# Pen Size for Pygmy Goats?



## capriola-nd (Jul 6, 2008)

We have three pet Pygmy does at home. I am wondering what you think an ideal pen size for them should be. Ideally, I would love for them to have free-roam of several acres - but, alas, that is not an option. :sigh: 

Their current pen dimensions are approximately 16 x 30 w/ another part of the pen they can roam that is 4 x 50 ft. (it goes behind our house, like an alley).

Most days of the week (when my mom's dumb chickens aren't there) the goaties go next door to a pen that is 16 x 30.

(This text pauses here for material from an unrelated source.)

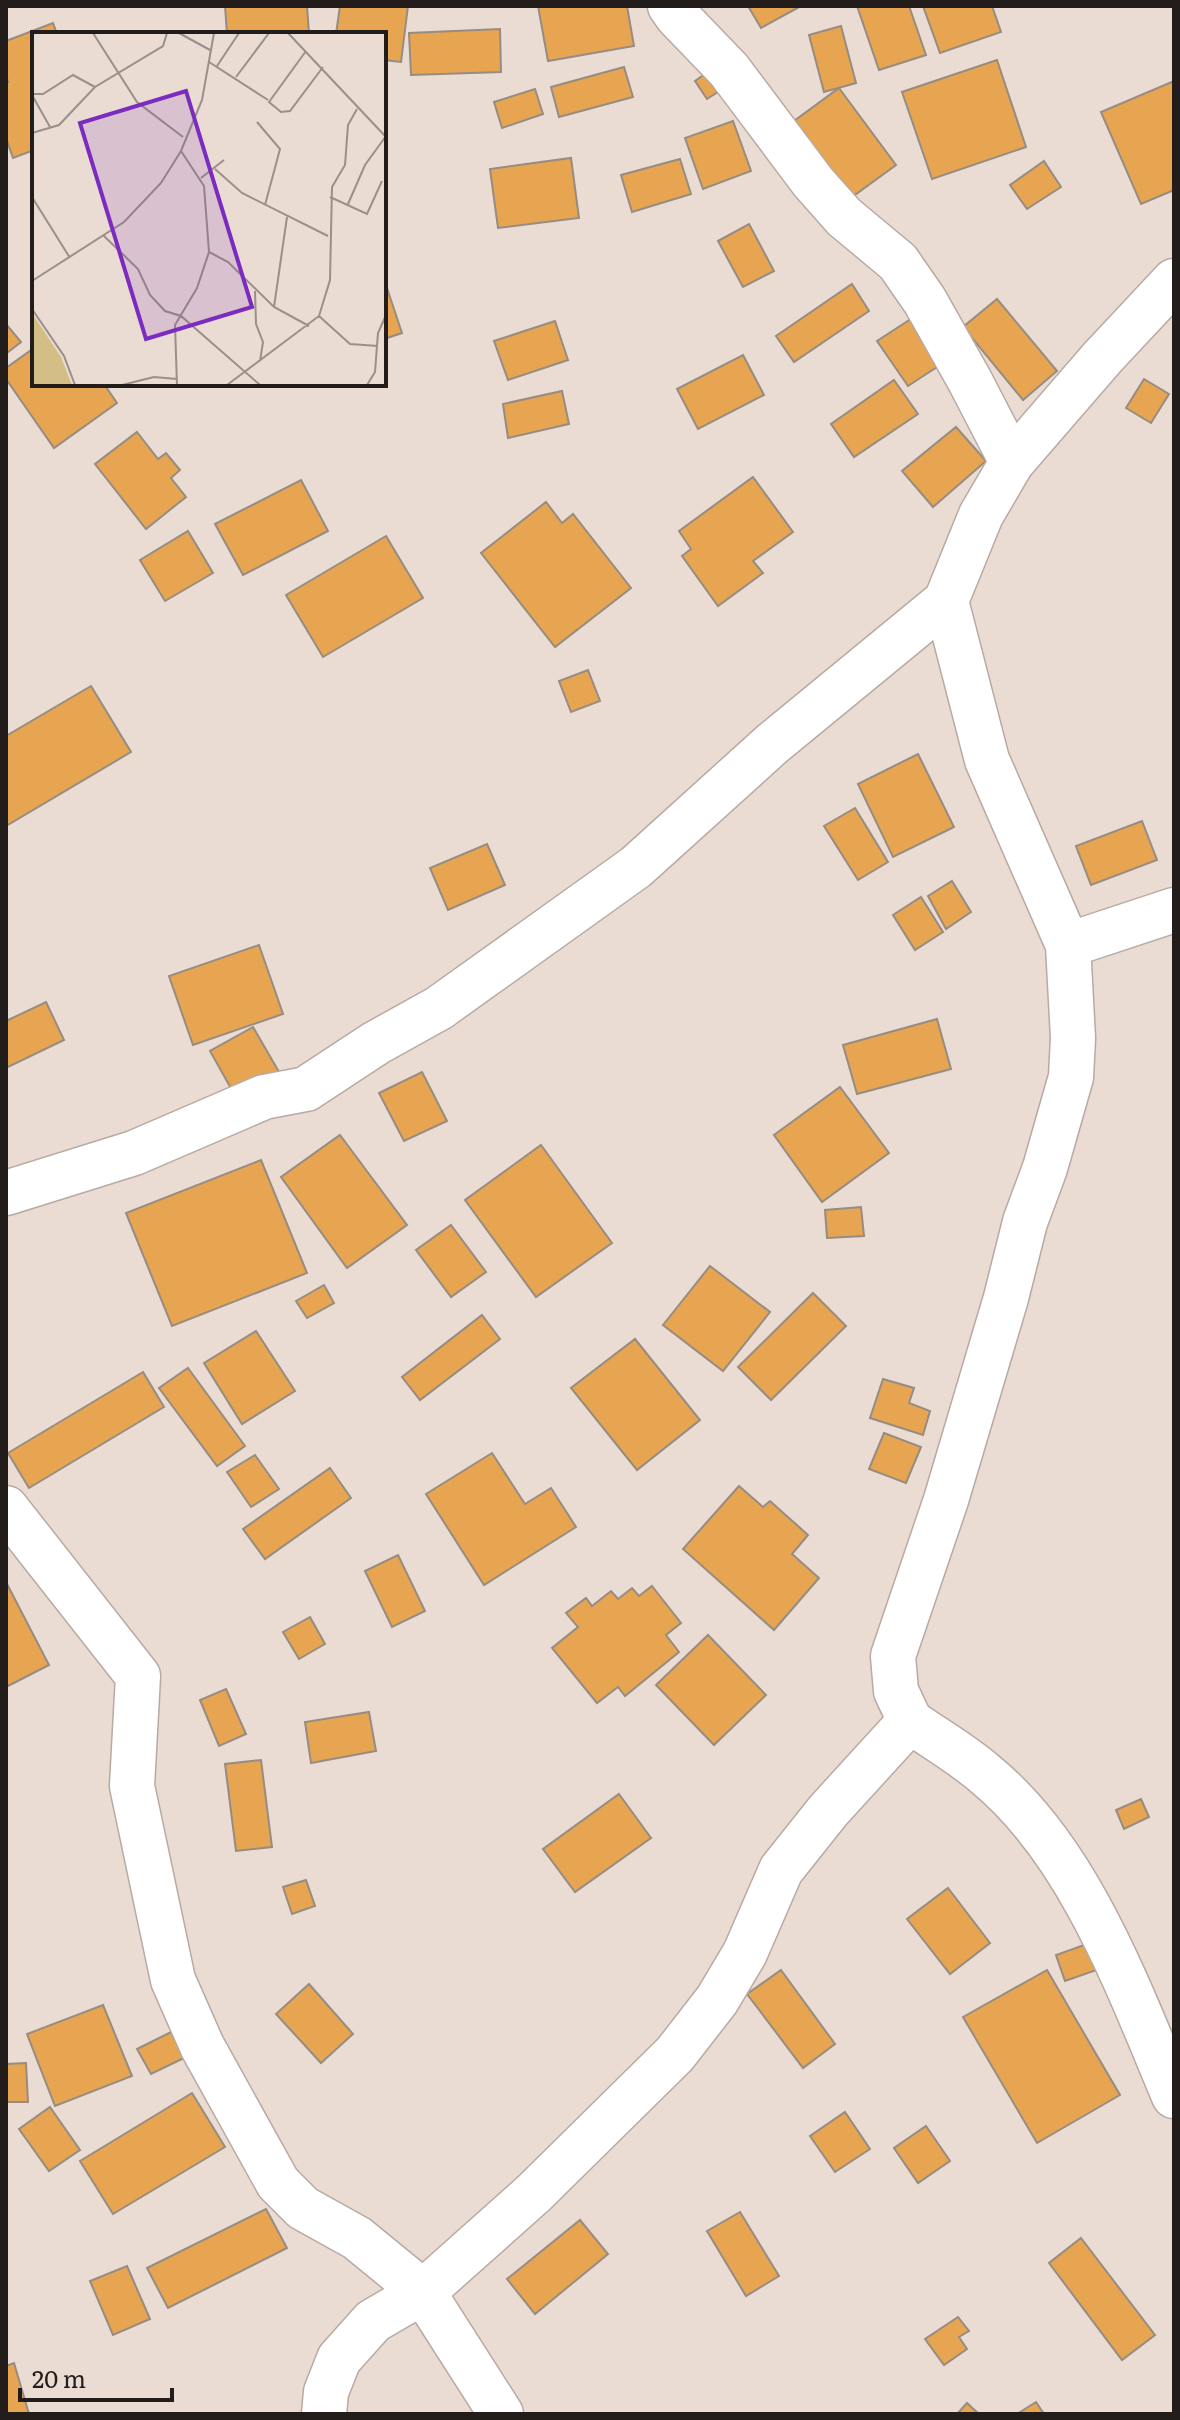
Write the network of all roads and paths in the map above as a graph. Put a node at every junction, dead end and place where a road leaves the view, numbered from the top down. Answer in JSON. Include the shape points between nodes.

What do ya think? I know it is peanuts compared to what most of you have. . . but is it enough for three small does?


----------



## liz (Oct 5, 2007)

I think it should be plenty big for them....and on the occassion that you can let them out supervised to run and play, they would get enough exercise......and if they can comfortably move around without being in each others way I'd say that the are fine. :greengrin:


----------



## Anna (Oct 17, 2007)

I took my full size dairy goats off my pasture after one of the horses went on killling rampage, I believe I had 15 goats (8 seniors and yearlings) in a 100x100 lot at one time and that was enough room for them for a couple of months. That sounds like it should be fine for your goaties. I like to take mine on "walks" I'll take a few out at a time and they usually follow me just about anywhere. That makes me feel better about them not getting to roam on 4 acres anymore. I have 3 does and 6 kids in the inclosure now. Toys help make a small pen a little bigger


----------



## fcnubian (Oct 23, 2007)

That is definately big enough. :thumb: 
Most of my goats are in smaller pens (Pygmys and full size Nubians.)


----------



## rebelshope (Sep 21, 2008)

Sounds good and like others said, just let them out to play. I find that my goats stick around. If I were you I think that I would teach them to come like dogs. Train them with raisins. That way when they are out and about they will come when called.


----------



## capriola-nd (Jul 6, 2008)

Thanks everyone. 

I would so gladly let them out under supervision but these girls are naughty. :roll: Our neighbor across the street has a beautiful garden and I don't want to risk any problems with her. When it was snowing, we let them out with us to play and they were really good but I don't know if I trust them with all this greenery around now.  I will be taking them on walks in the 2-acre pasture across the street, the grass is really growing and they'll love to munch on some of it.

Thanks again!


----------